Climate change vs olio, pasta e vino. Alleanza scienza-imprese per difenderli


Roma, 18 gen. - (AdnKronos) - Il bacino del Mediterraneo rischia di essere una delle regioni del Pianeta più esposte alle conseguenze dei cambiamenti climatici che arriverebbero a minacciare una diversità biologica e culturale estremamente ricca ed interconnessa, oltre ad aumentare la vulnerabilità ai disastri naturali e alle invasioni da parte di specie esotiche dannose per i nostri ecosistemi.

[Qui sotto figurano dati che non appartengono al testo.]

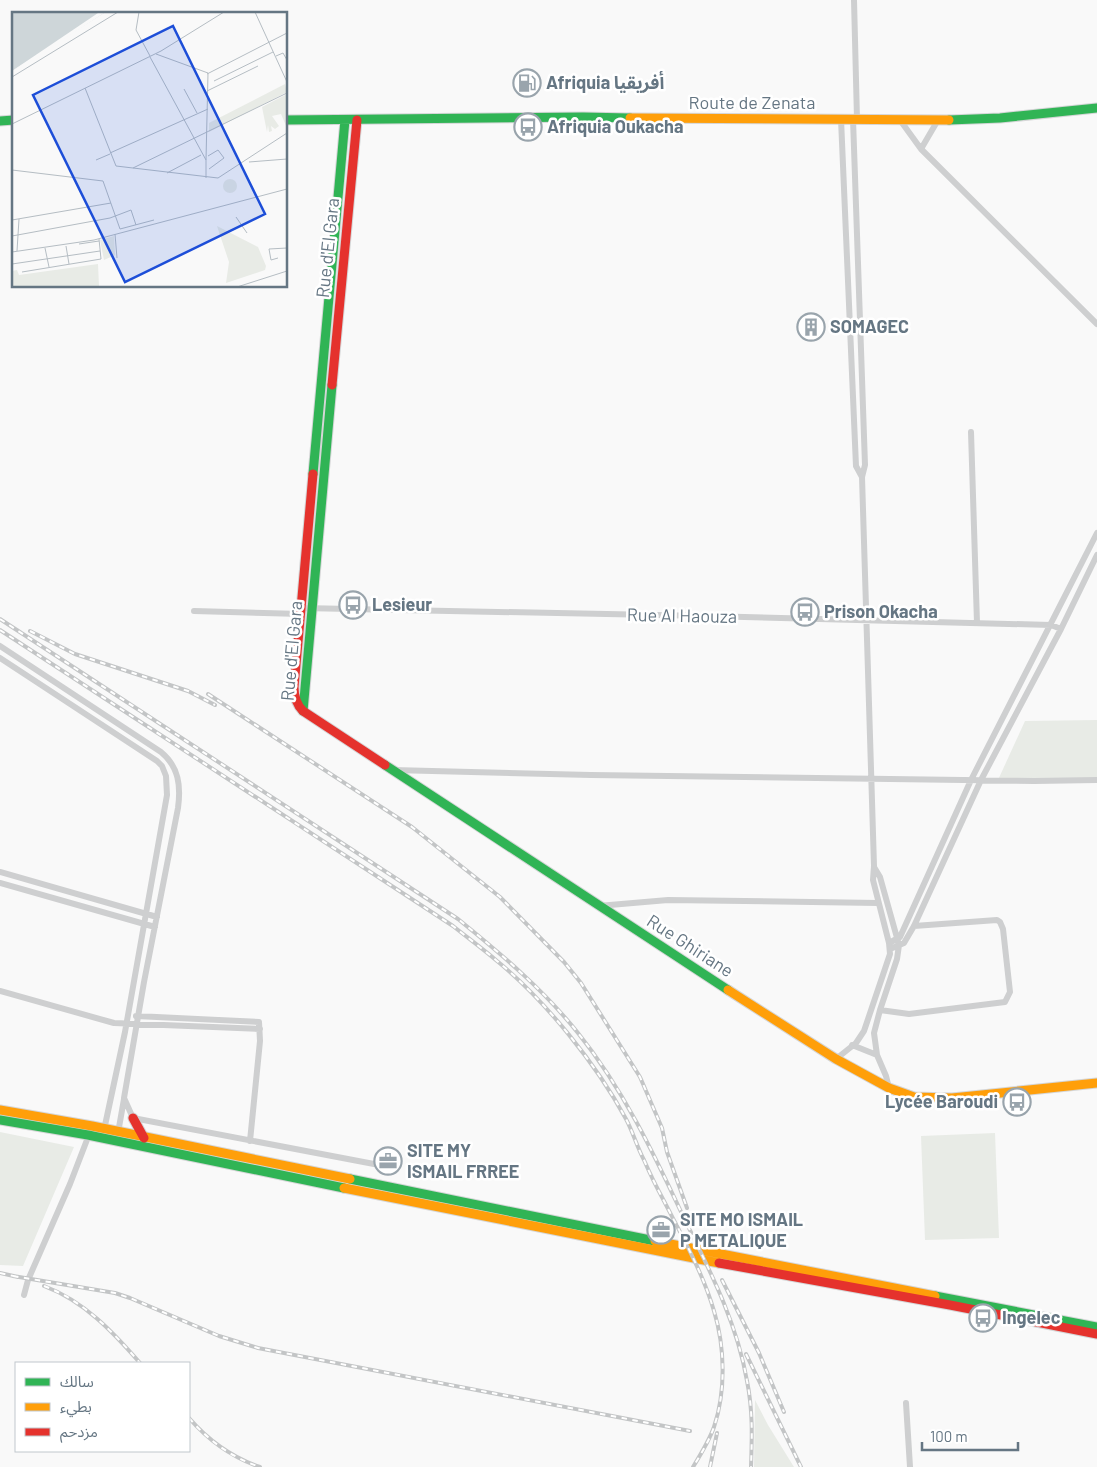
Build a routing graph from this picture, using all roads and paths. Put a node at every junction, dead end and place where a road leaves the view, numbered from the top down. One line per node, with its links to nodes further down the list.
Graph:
1 (854, 0): 4 (street)
2 (1097, 108): 9 (main road, Route de Zenata)
3 (842, 119): 4 (main road, Route de Zenata); 7 (main road, Route de Zenata); 15 (street)
4 (857, 119): 8 (main road, Route de Zenata); 15 (street)
5 (288, 120): 6 (main road, Route de Zenata)
6 (346, 120): 7 (main road, Route de Zenata); 11 (main road, Rue d'El Gara)
7 (357, 120): 12 (main road, Rue d'El Gara)
8 (900, 120): 9 (main road, Route de Zenata); 10 (street)
9 (938, 120): 10 (street)
10 (921, 149): 13 (street)
11 (330, 277): 12 (street); 18 (main road, Rue d'El Gara)
12 (342, 277): 18 (main road, Rue d'El Gara)
13 (1097, 324)
14 (971, 432): 21 (street)
15 (862, 477): 20 (street)
16 (1097, 533): 22 (street)
17 (1097, 555): 23 (street)
18 (305, 610): 19 (street, Rue Al Haouza); 20 (street, Rue Al Haouza); 26 (main road, Rue d'El Gara)
19 (194, 611)
20 (867, 621): 21 (street, Rue Al Haouza); 28 (street)
21 (977, 623): 22 (street, Rue Al Haouza)
22 (1052, 625): 23 (street, Rue Al Haouza); 29 (street)
23 (1061, 629): 30 (street)
24 (0, 646): 32 (street)
25 (0, 658): 33 (street)
26 (303, 711): 27 (main road, Rue Ghiriane)
27 (392, 770): 28 (street); 38 (main road, Rue Ghiriane)
28 (870, 779): 29 (street); 34 (street)
29 (971, 780): 30 (street); 44 (street)
30 (982, 780): 31 (street); 42 (street)
31 (1097, 780)
32 (179, 784): 33 (street); 40 (street)
33 (167, 785): 39 (street)
34 (874, 866): 37 (street); 44 (street)
35 (0, 872): 39 (street)
36 (0, 883): 41 (street)
37 (878, 903): 38 (street); 45 (street)
38 (598, 906): 58 (main road, Rue Ghiriane)
39 (146, 914): 40 (street); 41 (street)
40 (156, 917): 43 (street)
41 (144, 924): 43 (street); 46 (street)
42 (914, 926): 44 (street); 49 (street)
43 (154, 927): 47 (street)
44 (898, 942): 45 (street); 49 (street)
45 (889, 946): 56 (street)
46 (138, 954): 47 (street); 50 (street)
47 (149, 956): 51 (street)
48 (0, 991): 52 (street)
49 (880, 1010): 57 (street)
50 (128, 1016): 51 (street); 52 (street); 53 (street)
51 (138, 1016): 54 (street); 55 (street)
52 (117, 1023): 53 (street)
53 (126, 1024): 54 (street); 66 (street)
54 (136, 1025): 55 (street); 61 (street)
55 (260, 1029): 71 (street)
56 (852, 1046): 57 (street); 58 (street)
57 (877, 1055): 60 (street)
58 (836, 1059): 60 (main road, Rue Ghiriane)
59 (1097, 1082): 60 (main road, Rue Ghiriane)
60 (889, 1088)
61 (124, 1098): 63 (street); 67 (street)
62 (0, 1110): 65 (main road)
63 (133, 1118): 69 (main road); 71 (street)
64 (0, 1120): 68 (main road)
65 (92, 1126): 66 (main road); 68 (street)
66 (105, 1129): 67 (main road); 70 (street)
67 (118, 1132): 69 (main road); 72 (street)
68 (88, 1135): 70 (main road); 74 (street)
69 (144, 1138): 75 (main road)
70 (102, 1139): 72 (main road)
71 (250, 1141): 73 (street)
72 (116, 1142): 76 (main road)
73 (374, 1164)
74 (24, 1295)
75 (1097, 1327)
76 (1097, 1334)
77 (906, 1403): 78 (street)
78 (910, 1467)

Pasta, olio d’oliva e vino: per salavare le eccellenze dell'agroalimentare mediterraneo dall’impatto dei cambiamenti climatici nasce un’alleanza fra scienziati e grandi imprese. Si chiama "Med-Gold", ‘Oro del Mediterraneo’ ed è un progetto europeo di ricerca dedicato a vite, olivo e grano duro, minacciati dall’invasione di specie dannose e dal rischio di eventi atmosferici estremi, per effetto del climate change.

Coordinato dall’Enea, il progetto ha come partner industriali Barilla per la pasta, la spagnola DCoop per l’olio d’oliva e la portoghese Sogrape Vinhos per il vino. Finanziato dall’Unione europea con 5 milioni di euro, il progetto prevede la realizzazione di servizi climatici altamente specializzati per ognuna di queste colture, con indicazioni per ottimizzare le tempistiche e le tecniche agricole in relazione all’impatto del riscaldamento globale.

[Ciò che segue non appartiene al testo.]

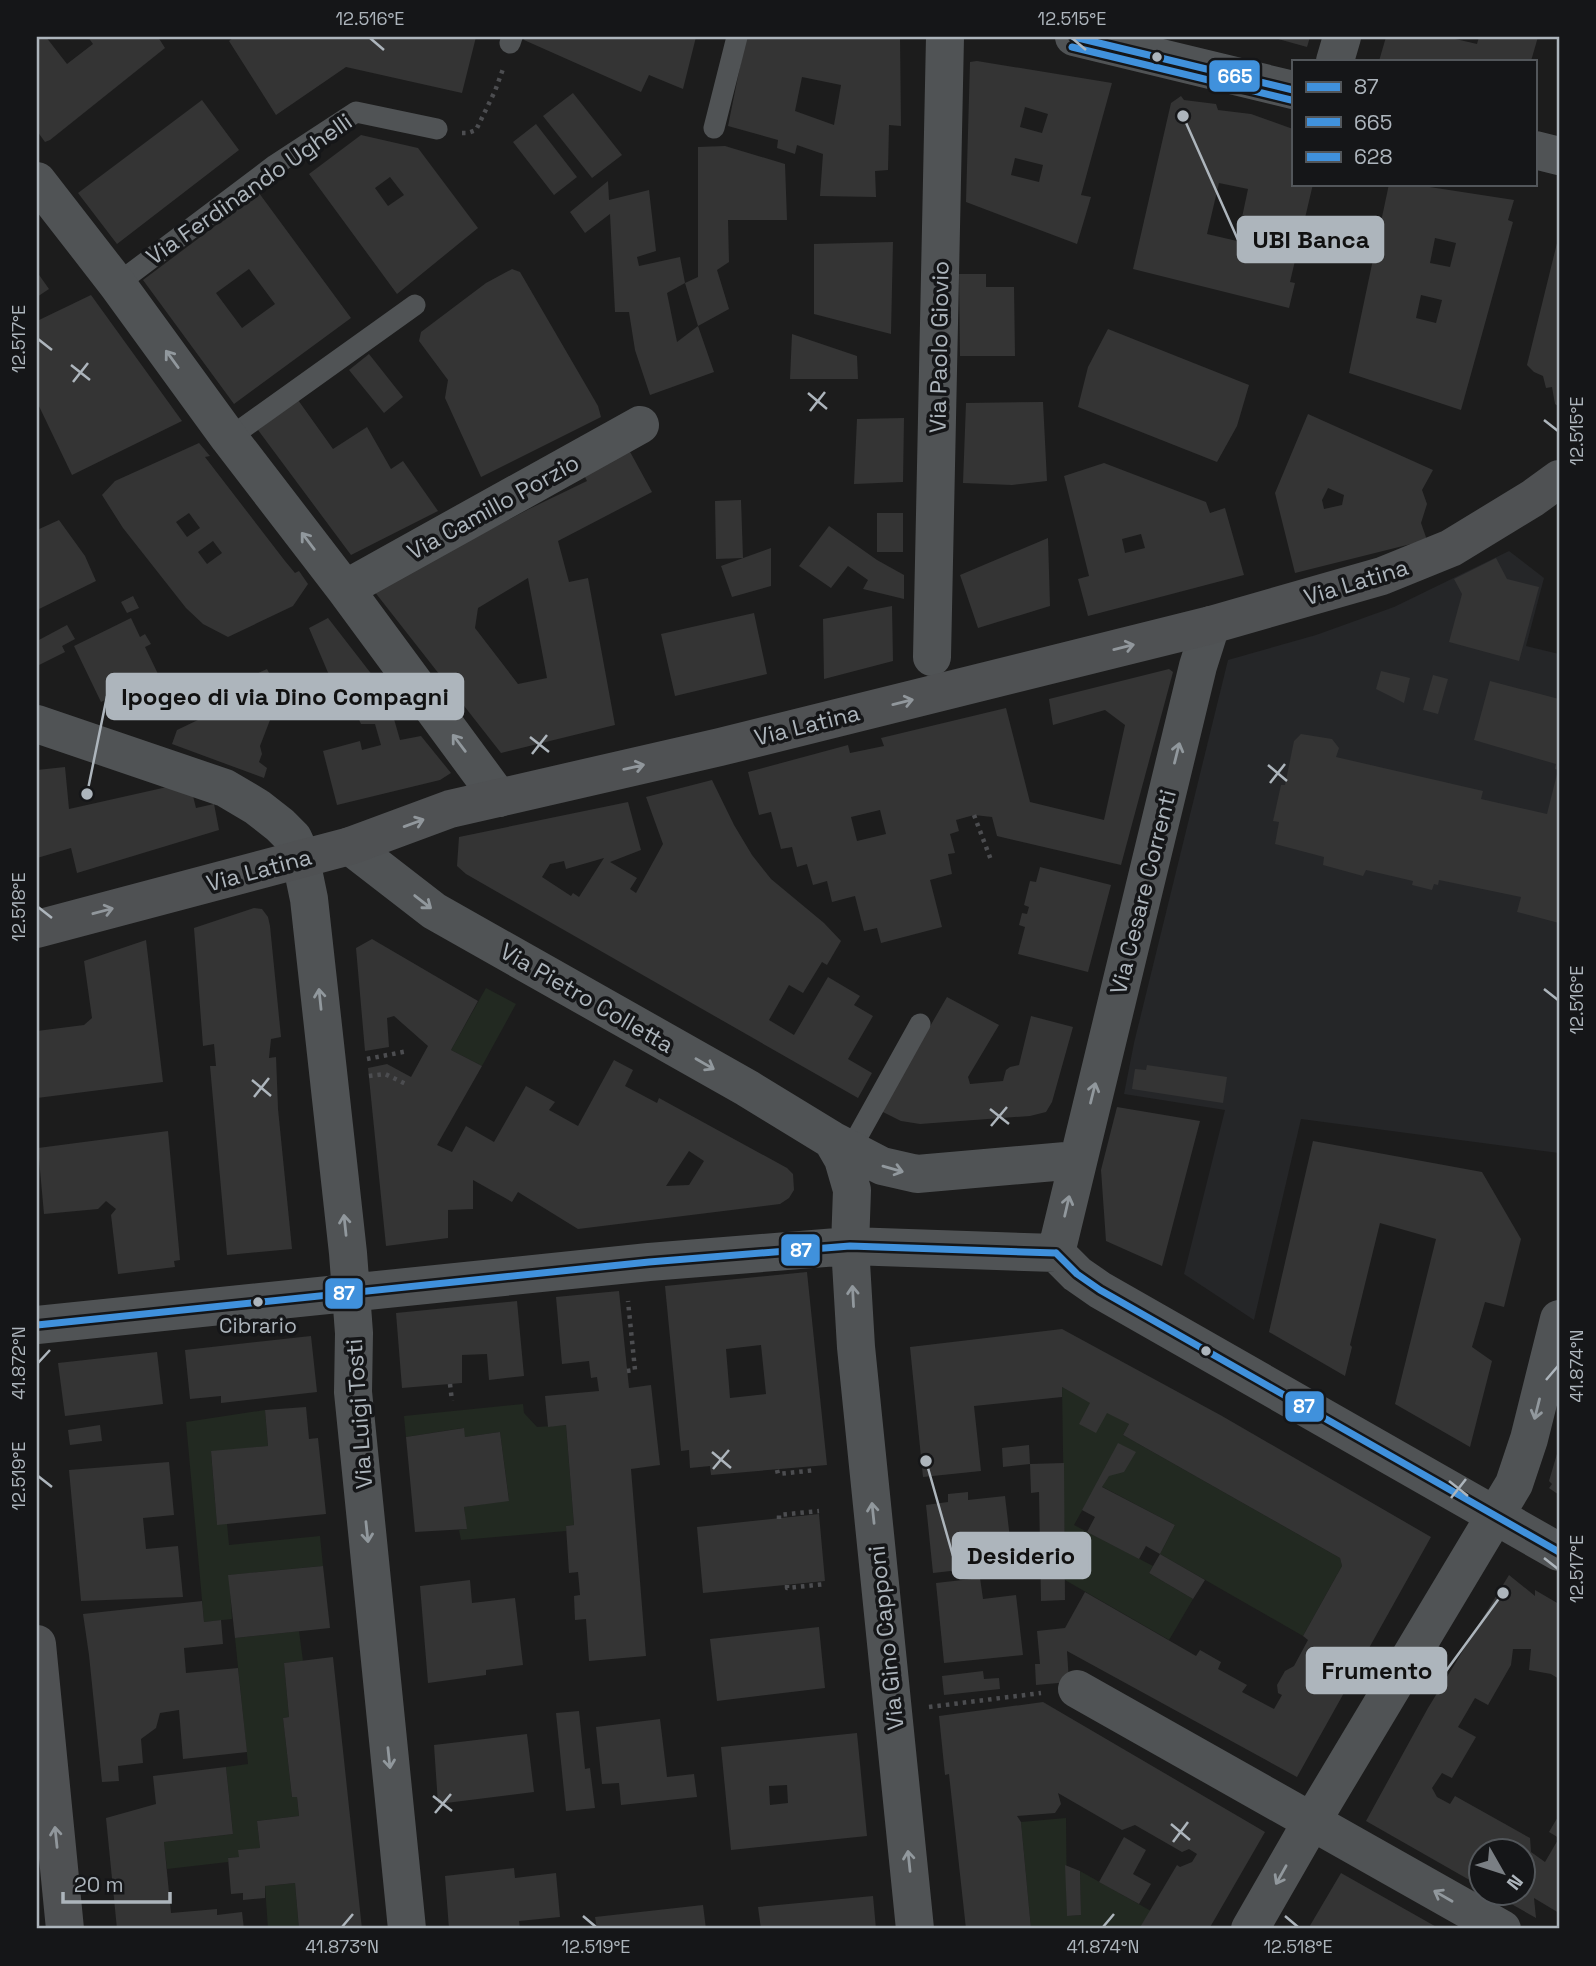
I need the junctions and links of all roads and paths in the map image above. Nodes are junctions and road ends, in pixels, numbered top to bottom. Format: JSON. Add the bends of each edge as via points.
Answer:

“L’agricoltura è il settore più fortemente influenzato dalla variabilità e dal cambiamento del clima. Da qui l’importanza di servizi innovativi che consentano di dare indicazioni per ottimizzare le tempistiche e le tecniche agricole in relazione al climate change”, spiega Alessandro dell’Aquila, ricercatore del Laboratorio Modellistica climatica e impatti, una delle strutture Enea coinvolte nella realizzazione del progetto.

“Questa nuova tipologia di servizi climatici per l’agricoltura consente di fornire informazioni ‘su misura’, molto mirate, e di agire su un arco temporale anche pluridecennale, rispetto alle attuali previsioni meteo che non vanno oltre i 2-3 giorni - continua - anche per valutare elementi come le rese agricole, misurare le potenzialità di adattamento e aumentare la resilienza del sistema agroalimentare mediterraneo rendendolo più competitivo ed efficiente”.

“Con Barilla lavoreremo per capire l’impatto dei cambiamenti climatici sulla produzione di grano duro e le ricadute in termini di qualità e prezzo - spiega Luigi Ponti del Laboratorio Sostenibilità, Qualità e Sicurezza delle Produzioni Agroalimentari Enea - L’innalzamento delle temperature sta impattando anche sulle interazioni tra l’olivo e la mosca delle olive, alterando l’economia olivicola nonché la resa della coltura. Sapere in anticipo se la prossima stagione sarà molto calda e siccitosa o al contrario mite e umida consentirebbe a chi produce olio d’oliva di mettere in atto le contromisure necessarie”.

Con Sogrape Vinhos verrà sviluppato un servizio climatico legato all’andamento stagionale della temperatura e al verificarsi di pioggia o siccità, per scegliere al meglio il momento della vendemmia, in modo da consentire ai viticoltori di programmare per tempo i lavori di cantina e l’utilizzo della manodopera.

L’ultima fase di Med-Gold prevede l’estensione della metodologia a un altro prodotto di grandissimo consumo, il caffè, per rafforzare la dimensione globale del progetto anche al di fuori dell’area mediterranea e gettare le basi per fornire servizi climatici alla commodity agricola più importante al mondo.